I wonder whether making the parameter a boolean will paint us into a
corner, and whether maybe additional modes could be envisioned in the
future, but I can't think of some right now (you can pretty neatly
restrict load-balancing to standbys by setting
target_session_attrs=standby in addition). Maybe a way to change the
behaviour if a dns hostname is backed by multiple entries?

Some further (mostly nitpicking) comments on the patch:

> From 6e20bb223012b666161521b5e7249c066467a5f3 Mon Sep 17 00:00:00 2001
> From: Jelte Fennema <github-tech@jeltef.nl>
> Date: Mon, 12 Sep 2022 09:44:06 +0200
> Subject: [PATCH v5] Support load balancing in libpq
> 
> Load balancing connections across multiple read replicas is a pretty
> common way of scaling out read queries. There are two main ways of doing
> so, both with their own advantages and disadvantages:
> 1. Load balancing at the client level
> 2. Load balancing by connecting to an intermediary load balancer
> 
> Both JBDC (Java) and Npgsql (C#) already support client level load
> balancing (option #1). This patch implements client level load balancing
> for libpq as well.
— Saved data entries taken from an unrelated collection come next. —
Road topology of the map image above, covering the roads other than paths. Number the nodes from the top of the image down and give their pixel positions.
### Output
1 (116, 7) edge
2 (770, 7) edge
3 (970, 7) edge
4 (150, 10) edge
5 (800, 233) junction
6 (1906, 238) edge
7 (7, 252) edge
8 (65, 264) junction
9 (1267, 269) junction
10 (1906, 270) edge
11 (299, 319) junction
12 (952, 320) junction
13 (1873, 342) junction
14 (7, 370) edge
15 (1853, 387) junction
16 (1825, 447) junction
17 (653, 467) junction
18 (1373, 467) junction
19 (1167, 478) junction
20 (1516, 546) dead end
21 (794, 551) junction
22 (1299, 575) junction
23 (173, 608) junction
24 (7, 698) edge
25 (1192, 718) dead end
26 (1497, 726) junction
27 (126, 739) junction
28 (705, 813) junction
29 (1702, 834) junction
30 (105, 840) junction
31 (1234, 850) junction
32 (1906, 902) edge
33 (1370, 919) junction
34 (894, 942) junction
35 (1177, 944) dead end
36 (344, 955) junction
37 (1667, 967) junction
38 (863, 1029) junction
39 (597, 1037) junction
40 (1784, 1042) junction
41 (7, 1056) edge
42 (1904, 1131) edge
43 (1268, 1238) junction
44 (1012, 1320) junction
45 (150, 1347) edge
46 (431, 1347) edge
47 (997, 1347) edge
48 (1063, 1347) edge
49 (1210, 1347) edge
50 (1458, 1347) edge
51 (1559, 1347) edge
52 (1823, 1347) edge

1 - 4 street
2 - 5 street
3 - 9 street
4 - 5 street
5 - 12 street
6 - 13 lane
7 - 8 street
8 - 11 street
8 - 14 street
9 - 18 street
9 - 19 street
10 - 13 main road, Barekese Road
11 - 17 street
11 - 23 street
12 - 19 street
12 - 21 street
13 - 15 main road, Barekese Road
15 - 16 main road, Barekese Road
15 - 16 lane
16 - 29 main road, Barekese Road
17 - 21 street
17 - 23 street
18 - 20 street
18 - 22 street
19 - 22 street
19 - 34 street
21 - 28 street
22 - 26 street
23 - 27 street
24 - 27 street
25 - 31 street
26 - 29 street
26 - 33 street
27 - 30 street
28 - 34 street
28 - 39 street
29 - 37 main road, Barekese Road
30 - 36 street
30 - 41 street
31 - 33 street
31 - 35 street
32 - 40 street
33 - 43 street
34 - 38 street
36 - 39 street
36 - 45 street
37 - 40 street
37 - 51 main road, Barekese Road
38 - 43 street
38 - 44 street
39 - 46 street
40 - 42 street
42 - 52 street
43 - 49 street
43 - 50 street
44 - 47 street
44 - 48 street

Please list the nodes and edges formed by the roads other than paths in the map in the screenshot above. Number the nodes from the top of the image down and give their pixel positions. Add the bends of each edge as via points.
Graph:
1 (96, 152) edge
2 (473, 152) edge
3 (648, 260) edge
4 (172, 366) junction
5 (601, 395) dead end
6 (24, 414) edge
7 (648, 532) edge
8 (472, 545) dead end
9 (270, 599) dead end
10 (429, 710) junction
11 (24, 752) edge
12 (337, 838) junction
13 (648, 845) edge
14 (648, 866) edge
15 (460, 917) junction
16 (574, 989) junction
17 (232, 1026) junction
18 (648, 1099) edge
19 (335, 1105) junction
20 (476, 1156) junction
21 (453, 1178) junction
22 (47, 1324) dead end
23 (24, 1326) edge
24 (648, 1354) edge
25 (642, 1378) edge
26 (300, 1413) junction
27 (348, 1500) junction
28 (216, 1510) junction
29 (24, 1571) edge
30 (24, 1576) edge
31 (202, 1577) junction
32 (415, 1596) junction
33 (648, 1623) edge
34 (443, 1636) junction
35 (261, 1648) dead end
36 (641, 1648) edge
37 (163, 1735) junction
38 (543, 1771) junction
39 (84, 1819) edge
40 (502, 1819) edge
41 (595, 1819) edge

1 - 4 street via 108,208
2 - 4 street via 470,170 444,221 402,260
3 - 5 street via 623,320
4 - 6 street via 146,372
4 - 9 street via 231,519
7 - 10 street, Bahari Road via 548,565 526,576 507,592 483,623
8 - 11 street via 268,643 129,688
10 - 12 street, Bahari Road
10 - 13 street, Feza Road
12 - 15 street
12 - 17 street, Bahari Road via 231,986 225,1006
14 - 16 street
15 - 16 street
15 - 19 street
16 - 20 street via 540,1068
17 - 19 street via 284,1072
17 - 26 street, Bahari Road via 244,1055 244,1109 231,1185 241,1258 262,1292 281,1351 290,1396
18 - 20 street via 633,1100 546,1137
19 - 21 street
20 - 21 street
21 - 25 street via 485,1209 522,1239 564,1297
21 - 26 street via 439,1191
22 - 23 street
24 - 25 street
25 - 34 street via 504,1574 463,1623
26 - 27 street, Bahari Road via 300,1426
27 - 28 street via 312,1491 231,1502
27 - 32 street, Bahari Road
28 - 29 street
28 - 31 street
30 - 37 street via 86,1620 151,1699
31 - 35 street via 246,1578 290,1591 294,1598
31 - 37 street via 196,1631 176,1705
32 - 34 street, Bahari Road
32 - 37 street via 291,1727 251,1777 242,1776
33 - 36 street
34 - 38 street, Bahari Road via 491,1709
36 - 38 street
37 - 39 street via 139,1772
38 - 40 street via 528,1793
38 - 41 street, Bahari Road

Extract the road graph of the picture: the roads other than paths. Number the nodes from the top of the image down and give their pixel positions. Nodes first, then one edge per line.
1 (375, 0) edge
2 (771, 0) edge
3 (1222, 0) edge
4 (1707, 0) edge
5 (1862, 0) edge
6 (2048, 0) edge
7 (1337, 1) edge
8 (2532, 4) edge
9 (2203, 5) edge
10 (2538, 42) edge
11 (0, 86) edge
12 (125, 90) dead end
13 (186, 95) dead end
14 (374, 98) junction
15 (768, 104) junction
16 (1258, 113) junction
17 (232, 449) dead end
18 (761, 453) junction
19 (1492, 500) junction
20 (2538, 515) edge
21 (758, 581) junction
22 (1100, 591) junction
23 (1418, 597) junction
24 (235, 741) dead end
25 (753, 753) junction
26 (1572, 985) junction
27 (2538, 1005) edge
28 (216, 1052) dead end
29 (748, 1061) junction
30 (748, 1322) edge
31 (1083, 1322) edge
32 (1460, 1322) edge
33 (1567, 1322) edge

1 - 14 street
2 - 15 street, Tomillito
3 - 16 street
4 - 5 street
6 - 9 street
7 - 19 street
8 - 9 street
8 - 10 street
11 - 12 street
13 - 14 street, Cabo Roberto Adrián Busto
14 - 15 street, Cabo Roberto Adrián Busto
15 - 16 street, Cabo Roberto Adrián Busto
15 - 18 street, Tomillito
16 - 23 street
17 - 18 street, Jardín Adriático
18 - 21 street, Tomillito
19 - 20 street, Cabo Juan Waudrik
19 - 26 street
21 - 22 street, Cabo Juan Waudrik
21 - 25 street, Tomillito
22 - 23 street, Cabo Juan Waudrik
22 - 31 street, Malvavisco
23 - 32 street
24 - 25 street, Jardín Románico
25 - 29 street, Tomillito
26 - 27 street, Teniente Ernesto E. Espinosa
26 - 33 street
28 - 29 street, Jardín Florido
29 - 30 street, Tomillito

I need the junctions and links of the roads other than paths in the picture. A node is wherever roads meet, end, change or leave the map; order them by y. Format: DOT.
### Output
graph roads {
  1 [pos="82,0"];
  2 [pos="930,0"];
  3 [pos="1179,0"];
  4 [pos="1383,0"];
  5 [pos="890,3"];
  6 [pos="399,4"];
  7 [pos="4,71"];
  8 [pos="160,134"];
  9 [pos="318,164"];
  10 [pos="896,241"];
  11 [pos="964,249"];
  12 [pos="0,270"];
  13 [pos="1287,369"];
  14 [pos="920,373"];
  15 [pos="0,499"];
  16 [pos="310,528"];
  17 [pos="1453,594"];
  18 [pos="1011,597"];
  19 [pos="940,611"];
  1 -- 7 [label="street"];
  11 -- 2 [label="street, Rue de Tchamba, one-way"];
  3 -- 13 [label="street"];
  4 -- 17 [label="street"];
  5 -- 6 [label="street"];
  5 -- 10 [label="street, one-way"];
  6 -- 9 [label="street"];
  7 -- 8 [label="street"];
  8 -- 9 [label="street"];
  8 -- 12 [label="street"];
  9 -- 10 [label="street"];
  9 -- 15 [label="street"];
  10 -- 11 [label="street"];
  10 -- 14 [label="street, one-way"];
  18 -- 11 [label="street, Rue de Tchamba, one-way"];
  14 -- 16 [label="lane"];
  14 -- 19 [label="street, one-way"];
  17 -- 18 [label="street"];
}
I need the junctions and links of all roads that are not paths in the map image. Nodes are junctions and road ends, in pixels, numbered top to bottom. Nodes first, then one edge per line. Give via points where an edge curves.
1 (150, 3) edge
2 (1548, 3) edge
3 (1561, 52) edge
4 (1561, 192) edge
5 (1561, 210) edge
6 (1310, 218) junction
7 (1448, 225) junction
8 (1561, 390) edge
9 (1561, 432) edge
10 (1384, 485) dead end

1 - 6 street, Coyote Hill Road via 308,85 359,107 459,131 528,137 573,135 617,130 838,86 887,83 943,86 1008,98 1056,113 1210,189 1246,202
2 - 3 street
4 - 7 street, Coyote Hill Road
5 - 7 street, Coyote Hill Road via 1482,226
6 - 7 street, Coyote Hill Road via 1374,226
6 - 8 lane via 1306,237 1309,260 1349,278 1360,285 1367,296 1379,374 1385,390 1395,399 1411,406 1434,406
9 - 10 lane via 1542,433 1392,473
To stay consistent with the JDBC and Npgsql part of
> the  ecosystem, a similar implementation and name for the option are
> used. 

I still think all of the above has no business in the commit message,
though maybe the first paragraph can stay as introduction.

> It contains two levels of load balancing:
> 1. The given hosts are randomly shuffled, before resolving them
>     one-by-one.
> 2. Once a host its addresses get resolved, those addresses are shuffled,
>     before trying to connect to them one-by-one.

That's fine.

What should be in the commit message is at least a mention of what the
new connection parameter is called and possibly what is done to
accomplish it.

But the committer will pick this up if needed I guess.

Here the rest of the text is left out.